Gemäß dem Schreiben der von der Bekl. bevollmächtigten Hausverwaltung, der F. Immobilien- und Verwaltungsgesellschaft mbH, vom 8. Februar 2008 erhöhten sich die Vorauszahlungen auf die umzulegenden Betriebskosten ab Februar 2008 auf 189 € und die Vorauszahlungen auf die Heizkosten auf 210 €, so dass die Gesamtmiete ab diesem Zeitpunkt 1.167 € betrug. [...]
Im Auftrag der Kl. erstellte das Architekturbüro S. am 16. März 2009 eine Wohnflächenberechnung. Danach beträgt die Wohnfläche für die Wohnung der Kl. im 4. OG links des Hauses M.straße 24 insgesamt 143,65 m2, wobei die Fläche des 4,78 m langen und 1,01 m breiten Balkons mit 25 %, somit 1,21 m2 in Ansatz gebracht wurde. [...]
Mit Schreiben vom 8. April 2009 forderten die Kl. die Bekl. vergeblich zur Rückzahlung eines Teils der Miete für die Zeit ab 1. Januar 2006 entsprechend dem Verhältnis der im Mietvertrag genannten Wohnfläche zu der von ihnen ermittelten Wohnfläche auf. Mit der Klage verfolgen sie ihren Anspruch weiter, wobei sie ihn wie folgt berechnen: 1.088 € Bruttokaltmiete x 10,22 % (Differenz von 143,65 m2 zu 160 m2) = 111,19 € x 25 Monate (Januar 2006 bis einschließlich Januar 2008) 2.779,75 € und 1.167 € Bruttokaltmiete x 10,22 % (Differenz von 143,65 m2 zu 160 m2) 119,27 € x 21 Monate (Februar 2008 bis einschließlich Oktober 2009) = 2.623,94 €, zusammen 5.403,69 €. [...]
Die Kl. behaupten, die Wohnfläche für ihre ehemalige Wohnung im 4. OG links umfasse lediglich 143,65 m2, wobei sie die Auffassung vertreten, die Fläche des Balkons sei gemäß § 4 Nr. 4 WoFIV zu einem Viertel - somit 1,21 m2 - anzurechnen, da die II. BV nach der Überleitungsvorschrift in § 5 WoFlV nicht mehr anzuwenden sei. [...]
Aus den Gründen
Wortlaut des Gerichts
Da der Rechtsstreit lediglich zum Teil zur Entscheidung reif ist, ist er insoweit gem. § 301 Abs. 1 ZPO durch Teilurteil zu entscheiden gewesen.

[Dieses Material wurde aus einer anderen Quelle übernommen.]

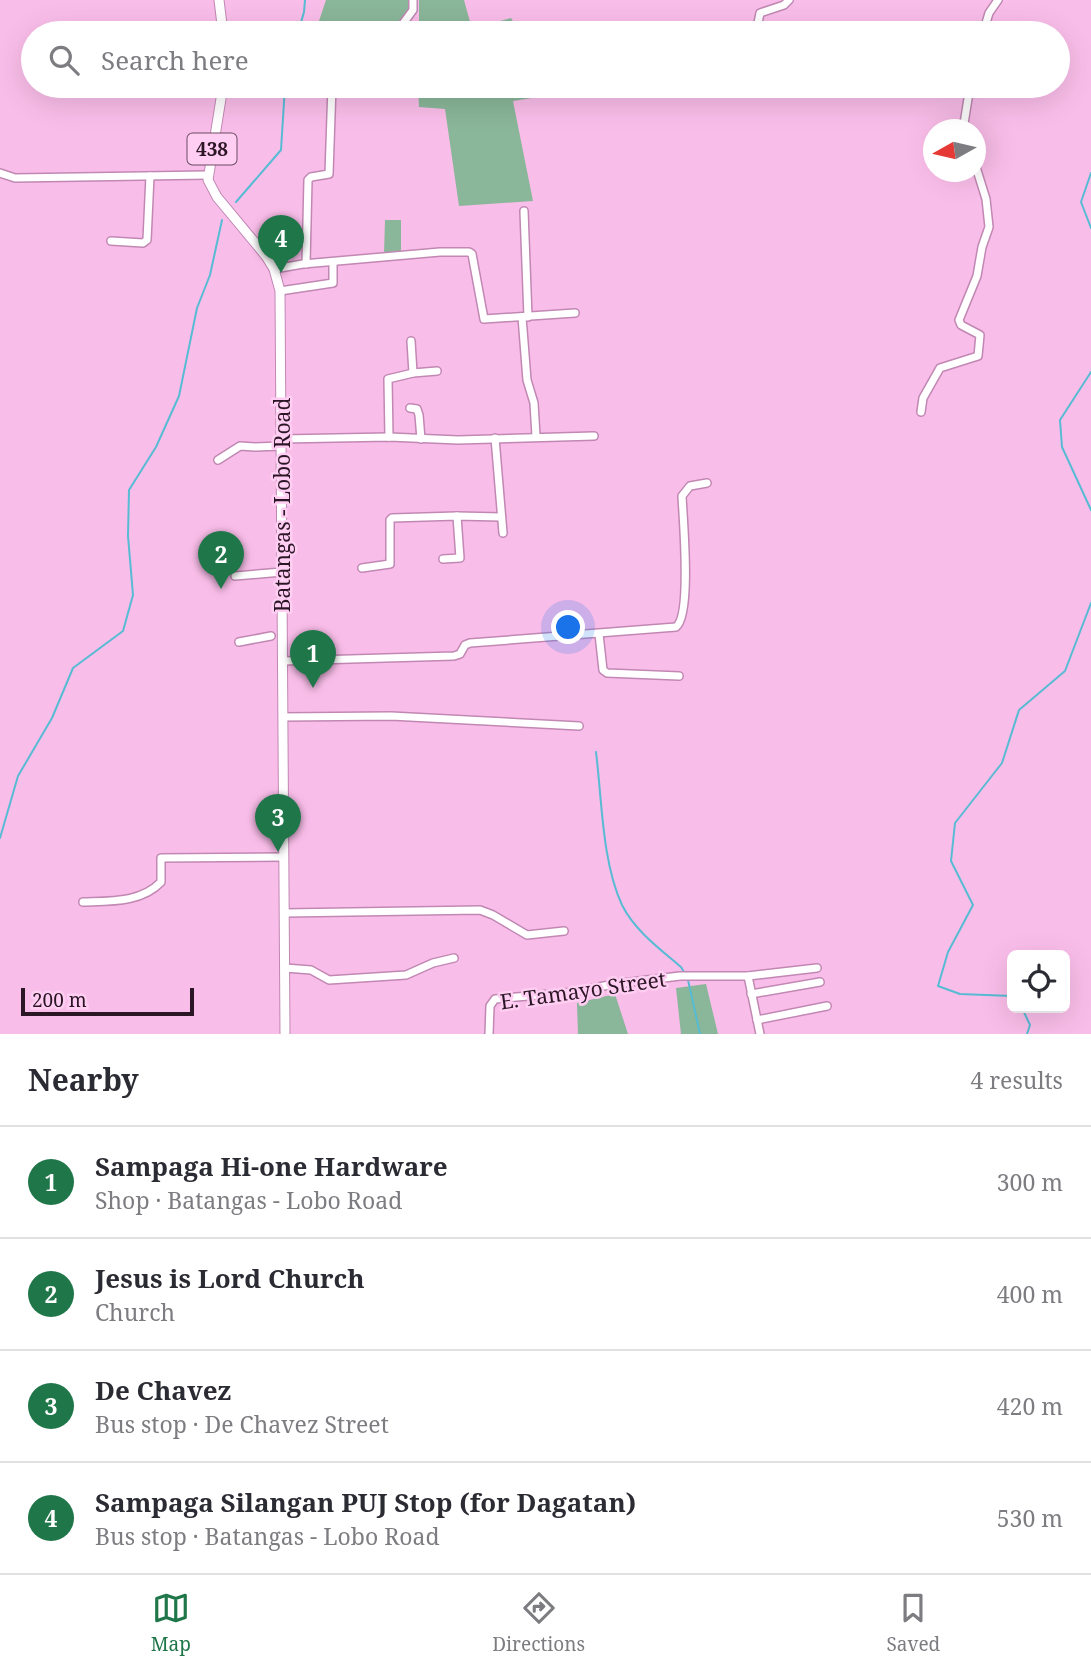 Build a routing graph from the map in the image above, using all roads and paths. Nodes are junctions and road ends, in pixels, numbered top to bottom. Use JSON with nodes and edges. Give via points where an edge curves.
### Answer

A. Die Klage ist zulässig, aber nicht begründet.
1. Den Kl. hat gegen die Bekl. kein Anspruch auf Rückzahlung überzahlten Mietzinses für die Zeit vom 1. Januar 2006 bis einschließlich Oktober 2009 in Höhe von insgesamt 5.403,69 € gemäß §§ 812 Abs. 1 Satz 1 1. Alt., 818 Abs. 2 BGB zugestanden.
Nach diesen Vorschriften ist derjenige, der durch die Leistung eines anderen auf dessen Kosten etwas ohne rechtlichen Grund erlangt, diesem zur Herausgabe bzw. zum Wertersatz verpflichtet.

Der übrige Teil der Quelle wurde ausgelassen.